Wednesday, October 15, 2008

Grant Increase Still Ignores Affordability Problems

A major part of the Federal Government’s economic stimulus package is the dramatic increase in the First Home Buyers’ Grant. Along with the other measures, this increase is intended to push money into the economy and thus encourage growth. Equally importantly, the boost to the First Home Buyers’ Grant is also intended to boost activity in the property market, and the additional increase for new construction is an obvious measure to help support the building industry. But will it work?

Prior to the Global Financial Crisis, the idea of increasing the First Home Buyers’ Grant was widely considered to be counter productive because it contributed to price growth at a time when housing unaffordability was already at an extreme level. On top of that, pushing up the demand, and the price, didn’t, and won’t, necessarily increase the supply. On the supply and affordability front, other factors are contributing to the problem.

Affordability has been directly affected by extreme fees and charges imposed by State and Local Authorities. At the same time, supply has been constrained by land release policies, along with inefficient approval processes, which are also a State responsibility. Despite all the concern which has been expressed about affordability over the past few years, the truth is that there are many vested interests in keeping prices up. Developers, Government Authorities, existing property owners all have an interest in values remaining high, regardless of what they might say about affordability. The only people who would benefit from a fall in values are those who have not yet bought and are biding their time, waiting for their opportunity.

The fact is that the housing market is still in a price bubble, partly because of the artificially constrained supply.

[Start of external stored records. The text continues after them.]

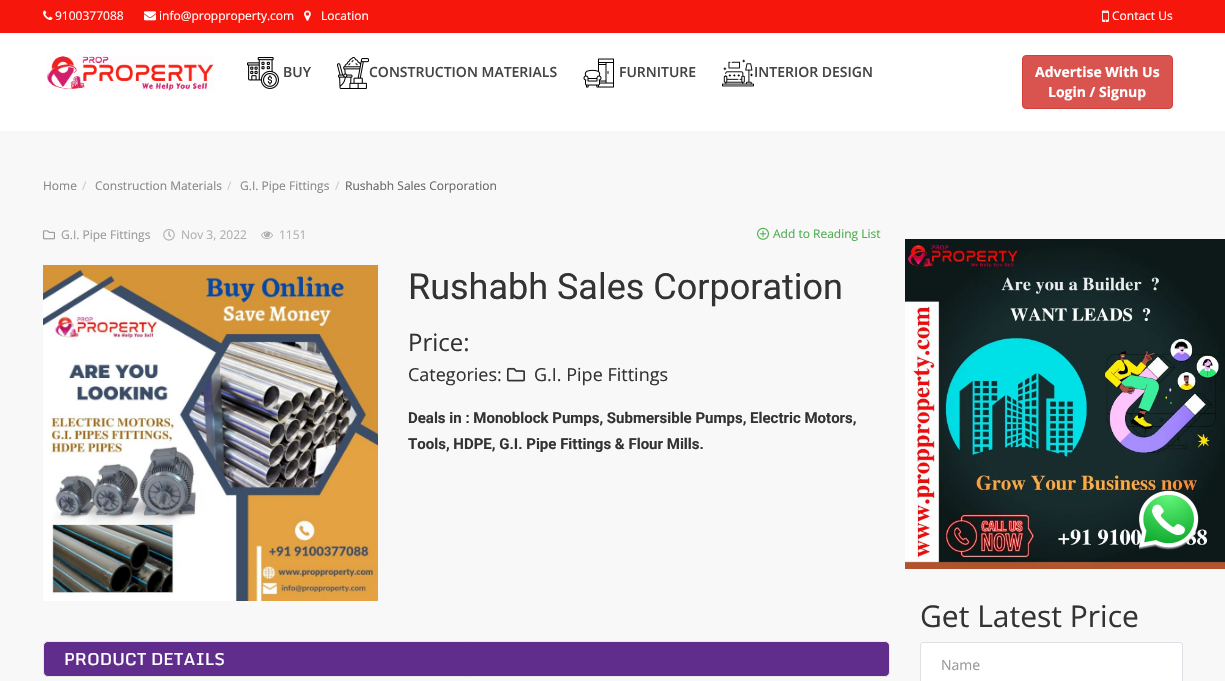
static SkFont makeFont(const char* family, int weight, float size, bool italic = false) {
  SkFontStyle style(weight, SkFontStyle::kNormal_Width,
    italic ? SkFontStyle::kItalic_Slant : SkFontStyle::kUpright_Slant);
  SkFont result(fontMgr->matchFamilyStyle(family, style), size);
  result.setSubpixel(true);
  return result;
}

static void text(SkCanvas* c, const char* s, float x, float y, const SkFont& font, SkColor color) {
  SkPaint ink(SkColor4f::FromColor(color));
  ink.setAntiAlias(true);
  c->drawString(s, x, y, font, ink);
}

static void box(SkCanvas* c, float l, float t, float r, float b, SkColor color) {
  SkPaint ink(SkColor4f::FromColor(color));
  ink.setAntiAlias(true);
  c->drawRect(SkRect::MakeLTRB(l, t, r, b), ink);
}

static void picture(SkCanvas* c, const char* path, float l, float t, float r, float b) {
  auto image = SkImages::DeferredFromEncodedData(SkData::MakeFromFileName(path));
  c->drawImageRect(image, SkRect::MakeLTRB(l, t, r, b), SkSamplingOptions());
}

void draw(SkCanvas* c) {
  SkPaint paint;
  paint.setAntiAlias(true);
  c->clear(0xffffffff);
  box(c, 0, 0, 1225, 33, 0xfff7160c);
  picture(c, "img_01.png", 43, 10, 53, 20);
  SkFont face1 = makeFont("Open Sans", 400, 12);
  text(c, "9100377088", 55, 20, face1, 0xffffffff);
  picture(c, "img_02.png", 144, 11, 156, 21);
  text(c, "info@propproperty.com", 159, 20, face1, 0xffffffff);
  picture(c, "img_03.png", 304, 10, 311, 21);
  text(c, "Location", 321, 20, face1, 0xffffffff);
  picture(c, "img_04.png", 1102, 10, 1109, 22);
  text(c, "Contact Us", 1112, 20, face1, 0xffffffff);
  picture(c, "img_05.png", 46, 56, 214, 91);
  picture(c, "img_06.png", 247, 57, 279, 89);
  SkFont face2 = makeFont("Open Sans", 600, 14);
  text(c, "BUY", 283, 77, face2, 0xff444444);
  picture(c, "img_07.png", 337, 57, 369, 89);
  text(c, "CONSTRUCTION MATERIALS", 369, 77, face2, 0xff444444);
  picture(c, "img_08.png", 583, 58, 614, 88);
  text(c, "FURNITURE", 619, 77, face2, 0xff444444);
  picture(c, "img_09.png", 722, 59, 754, 87);
  text(c, "INTERIOR DESIGN", 754, 77, face2, 0xff444444);
  paint.setColor(0xffd9534f);
  c->drawRoundRect(SkRect::MakeLTRB(1022.5f, 55.5f, 1172.5f, 108.5f), 3.5f, 3.5f, paint);
  paint.setStyle(SkPaint::kStroke_Style);
  paint.setStrokeWidth(1);
  paint.setColor(0xffd43f3a);
  c->drawRoundRect(SkRect::MakeLTRB(1022.5f, 55.5f, 1172.5f, 108.5f), 3.5f, 3.5f, paint);
  SkFont face3 = makeFont("Open Sans", 700, 14);
  text(c, "Advertise With Us", 1035, 77, face3, 0xffffffff);
  text(c, "Login / Signup", 1048, 97, face3, 0xffffffff);
  box(c, 0, 131, 1225, 681, 0xfff8f8f8);
  text(c, "Home", 43, 190, face1, 0xff888888);
  text(c, "/", 82, 190, face1, 0xffcccccc);
  text(c, "Construction Materials", 95, 190, face1, 0xff888888);
  text(c, "/", 227, 190, face1, 0xffcccccc);
  text(c, "G.I. Pipe Fittings", 240, 190, face1, 0xff888888);
  text(c, "/", 335, 190, face1, 0xffcccccc);
  text(c, "Rushabh Sales Corporation", 345, 190, face1, 0xff666666);
  picture(c, "img_10.png", 43, 230, 55, 240);
  text(c, "G.I. Pipe Fittings", 61, 239, face1, 0xff999999);
  picture(c, "img_11.png", 163, 229, 175, 241);
  text(c, "Nov 3, 2022", 181, 239, face1, 0xffb0b0b0);
  picture(c, "img_12.png", 261, 231, 273, 239);
  text(c, "1151", 279, 239, face1, 0xffb0b0b0);
  picture(c, "img_13.png", 757, 227, 769, 240);
  text(c, "Add to Reading List", 773, 238, face1, 0xff4cae4c);
  picture(c, "img_14.png", 43, 265, 378, 601);
  SkFont face4 = makeFont("Roboto", 400, 36);
  text(c, "Rushabh Sales Corporation", 408, 299, face4, 0xff333333);
  SkFont face5 = makeFont("Open Sans", 400, 24);
  text(c, "Price:", 408, 351, face5, 0xff333333);
  SkFont face6 = makeFont("Open Sans", 400, 18);
  text(c, "Categories:", 408, 381, face6, 0xff333333);
  picture(c, "img_15.png", 507, 367, 525, 382);
  text(c, "G.I. Pipe Fittings", 534, 381, face6, 0xff333333);
  SkFont face7 = makeFont("Roboto", 700, 15);
  text(c, "Deals in : Monoblock Pumps, Submersible Pumps, Electric Motors,", 408, 423, face7, 0xff333333);
  text(c, "Tools, HDPE, G.I. Pipe Fittings & Flour Mills.", 408, 449, face7, 0xff333333);
  paint.setStyle(SkPaint::kFill_Style);
  paint.setColor(0xff602d8d);
  c->drawRoundRect(SkRect::MakeLTRB(43.5f, 641.5f, 889.5f, 676.5f), 4.5f, 4.5f, paint);
  paint.setStyle(SkPaint::kStroke_Style);
  paint.setColor(0xffebe8e8);
  c->drawRoundRect(SkRect::MakeLTRB(43.5f, 641.5f, 889.5f, 676.5f), 4.5f, 4.5f, paint);
  SkFont face8 = makeFont("Monda", 500, 16.75f);
  text(c, "PRODUCT DETAILS", 64, 665, face8, 0xffffffff);
  picture(c, "img_16.png", 905, 239, 1225, 569);
  SkFont face9 = makeFont("Open Sans", 400, 30);
  text(c, "Get Latest Price", 920, 627, face9, 0xff333333);
  paint.setStyle(SkPaint::kFill_Style);
  paint.setColor(0xffffffff);
  c->drawRoundRect(SkRect::MakeLTRB(920.5f, 642.5f, 1182.5f, 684.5f), 2.5f, 2.5f, paint);
  paint.setStyle(SkPaint::kStroke_Style);
  paint.setColor(0xffdfe0e6);
  c->drawRoundRect(SkRect::MakeLTRB(920.5f, 642.5f, 1182.5f, 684.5f), 2.5f, 2.5f, paint);
  SkFont face10 = makeFont("Open Sans", 400, 14);
  text(c, "Name", 941, 670, face10, 0xff999999);
  picture(c, "img_17.png", 1138, 490, 1199, 550);
}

At some stage, that bubble has to be deflated, either by values falling, or by incomes rising, or a combination of both. Until that happens, there will be many prospective homebuyers who will still be reluctant to enter the market at a time of such uncertainty. Even a $21 000 grant can disappear pretty quickly if 20 or 30 percent disappears from the price of the home you just bought.

For that reason, the increased grant on its own may not be enough to kickstart the building industry, despite the fact that construction is desperately needed.